Gay Pride in Zagreb endet mit rechter Prügelorgie

In der kroatischen Hauptstadt Zagreb endete die achte Gay Pride am Samstag mit gewalttätigen Ausschreitungen Rechtsextremer und einem Schwerverletzen. Die Polizei nahm mindestens vier extreme Nationalisten fest, die die Lesben- und Schwulenkundgebung angreifen wollten.

Die Parade stand heuer unter dem Motto „Vernichte den Faschismus – Unterstütze den Gay-Aktivismus“, an ihr nahmen mehr als 500 Menschen teil.
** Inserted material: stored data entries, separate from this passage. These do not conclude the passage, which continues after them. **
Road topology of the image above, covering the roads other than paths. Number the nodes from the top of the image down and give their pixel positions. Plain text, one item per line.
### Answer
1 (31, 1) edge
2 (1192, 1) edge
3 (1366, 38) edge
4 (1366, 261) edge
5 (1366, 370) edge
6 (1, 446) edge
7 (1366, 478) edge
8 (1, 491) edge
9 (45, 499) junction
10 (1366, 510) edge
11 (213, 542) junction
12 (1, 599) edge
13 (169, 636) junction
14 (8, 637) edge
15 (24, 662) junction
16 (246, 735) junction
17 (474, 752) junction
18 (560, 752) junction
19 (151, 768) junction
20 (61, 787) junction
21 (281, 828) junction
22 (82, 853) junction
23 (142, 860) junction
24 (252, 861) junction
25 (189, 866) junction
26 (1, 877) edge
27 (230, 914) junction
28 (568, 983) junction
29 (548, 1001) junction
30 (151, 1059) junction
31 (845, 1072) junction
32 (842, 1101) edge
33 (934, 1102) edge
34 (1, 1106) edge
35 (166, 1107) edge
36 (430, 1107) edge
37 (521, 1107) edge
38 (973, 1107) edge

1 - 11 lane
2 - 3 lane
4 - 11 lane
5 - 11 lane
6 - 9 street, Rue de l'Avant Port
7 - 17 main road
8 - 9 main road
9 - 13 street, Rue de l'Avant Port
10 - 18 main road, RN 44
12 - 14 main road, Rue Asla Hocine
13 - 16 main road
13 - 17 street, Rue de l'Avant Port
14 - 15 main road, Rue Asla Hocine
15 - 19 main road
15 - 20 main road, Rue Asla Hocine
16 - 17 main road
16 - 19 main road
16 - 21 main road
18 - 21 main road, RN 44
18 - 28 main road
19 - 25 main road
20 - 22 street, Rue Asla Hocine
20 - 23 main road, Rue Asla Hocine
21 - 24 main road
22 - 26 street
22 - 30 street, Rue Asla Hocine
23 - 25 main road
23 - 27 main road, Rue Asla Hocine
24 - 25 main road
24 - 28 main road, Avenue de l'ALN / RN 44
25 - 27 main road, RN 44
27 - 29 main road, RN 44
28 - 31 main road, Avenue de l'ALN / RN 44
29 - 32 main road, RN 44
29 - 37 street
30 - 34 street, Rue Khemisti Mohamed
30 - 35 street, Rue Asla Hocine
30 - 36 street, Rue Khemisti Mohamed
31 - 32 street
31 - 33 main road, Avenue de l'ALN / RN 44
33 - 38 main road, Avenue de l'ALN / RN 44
Sie wurden von einem starken Polizeiaufgebot von den etwa 200 Gegendemonstranten beschützt.

Allerdings lauerten die Rechten nach der Parade den Teilnehmern auf: Dabei wurde eine Person schwer verletzt. Die schwul-lesbischen Aktivisten werfen der Polizei vor, die Gegenkundgebung der gewaltbereiten extremen Nationalisten und Skinheads nicht verboten zu haben.

Bereits in den Jahren zuvor gab es massive Angriffe Rechtsradikaler auf die Parade. Die Polizei konnte letztes Jahr nur knapp einen Anschlag mit einem Molotov-Cocktail verhindern. Heuer wurden die Paraden-Teilnehmer gleich zu Beginn durch Flugblätter aufgefordert, sich nicht von den Rechten provozieren zu lassen.